2011 Octobre : Lutgen se prononce pour le projet dit de rocade. Décembre : Carlo Di Antonio succède à Benoit Lutgen aux Travaux publics.

17 avril 2012 Di Antonio présente son projet de pont passerelle.

En 2001, le MET (devenu SPW), propriétaire de l'ouvrage, déclare le pont dangereux (Voir Rétroactes). Il faut donc une solution de remplacement. Élément non négligeable, le pont de Tilff débouche directement sur un passage à niveau, jugé dangereux. Très tôt, la SNCB (Infrabel aujourd'hui) s'est invitée dans les discussions. Une Convention a d'ailleurs été signée, en 2009, entre la société ferroviaire, l'Administration communale et le SPW, chapeauté alors par Michel Daerden. Elle prévoit la suppression du passage à niveau et la mise en œuvre de la rocade (contournement traversant l'Ourthe au niveau de l'île du Moulin et longeant les Prés de Tilff). Ces dernières années, on a vu s'affronter la majorité (PS-MR) esneutoise, pour qui la suppression du passage à niveau est devenue une priorité et l'opposition locale (Ecolo-CDH), soutenue par des groupements citoyens, préférant un pont à l'identique, pour préserver l'unité du village.

La solution de rocade sera définitivement enterrée, à la mi-avril, par Carlo Di Antonio. En place depuis à peine quatre mois, le ministre wallon (CDH) en charge des Travaux publics a présenté un projet de pont-passerelle qui passe au-dessus de la voie ferrée et de la gare.
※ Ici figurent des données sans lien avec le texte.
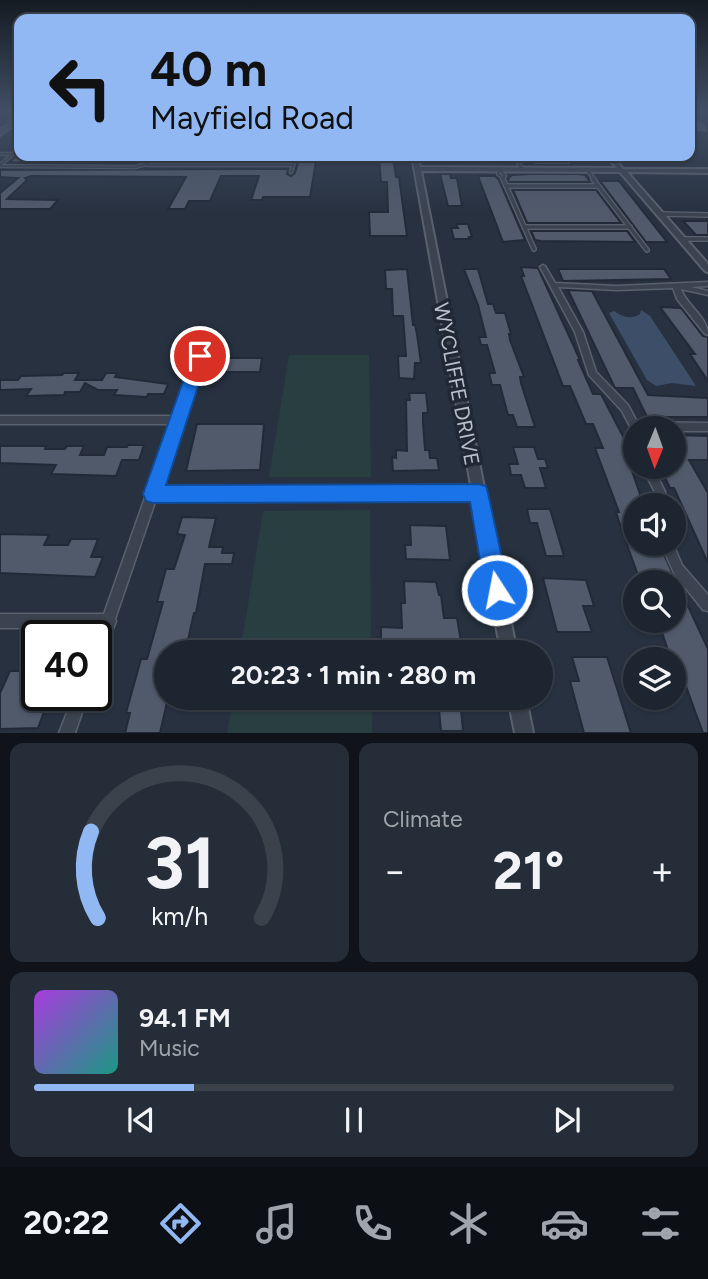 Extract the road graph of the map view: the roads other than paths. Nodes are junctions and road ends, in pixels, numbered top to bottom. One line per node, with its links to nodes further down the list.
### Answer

La solution semble ravir tous les acteurs du dossier. Elle paraît si simple… Pourquoi a-t-il alors fallu plus de dix ans pour la mettre au point ? Retour sur un dossier pour le moins houleux.

Des erreurs de calcul ? Ce n'est pas un secret, la proposition de Carlo Di Antonio s'inspire largement de projets qui avaient déjà été étudiés et jugés… irréalisables. Dès 2003, des architectes tilffois suggèrent au MET de passer au-dessus des voies de chemin de fer à l'aide d'un pont-passerelle. On leur répondra que la pente du pont imaginé est trop élevée (6 %). Le projet proposé par le ministre Di Antonio présente une pente de 7,5 %… La société Infrabel aurait elle-même proposé une solution de pont-passerelle, rejetée par la Région wallonne à l'époque…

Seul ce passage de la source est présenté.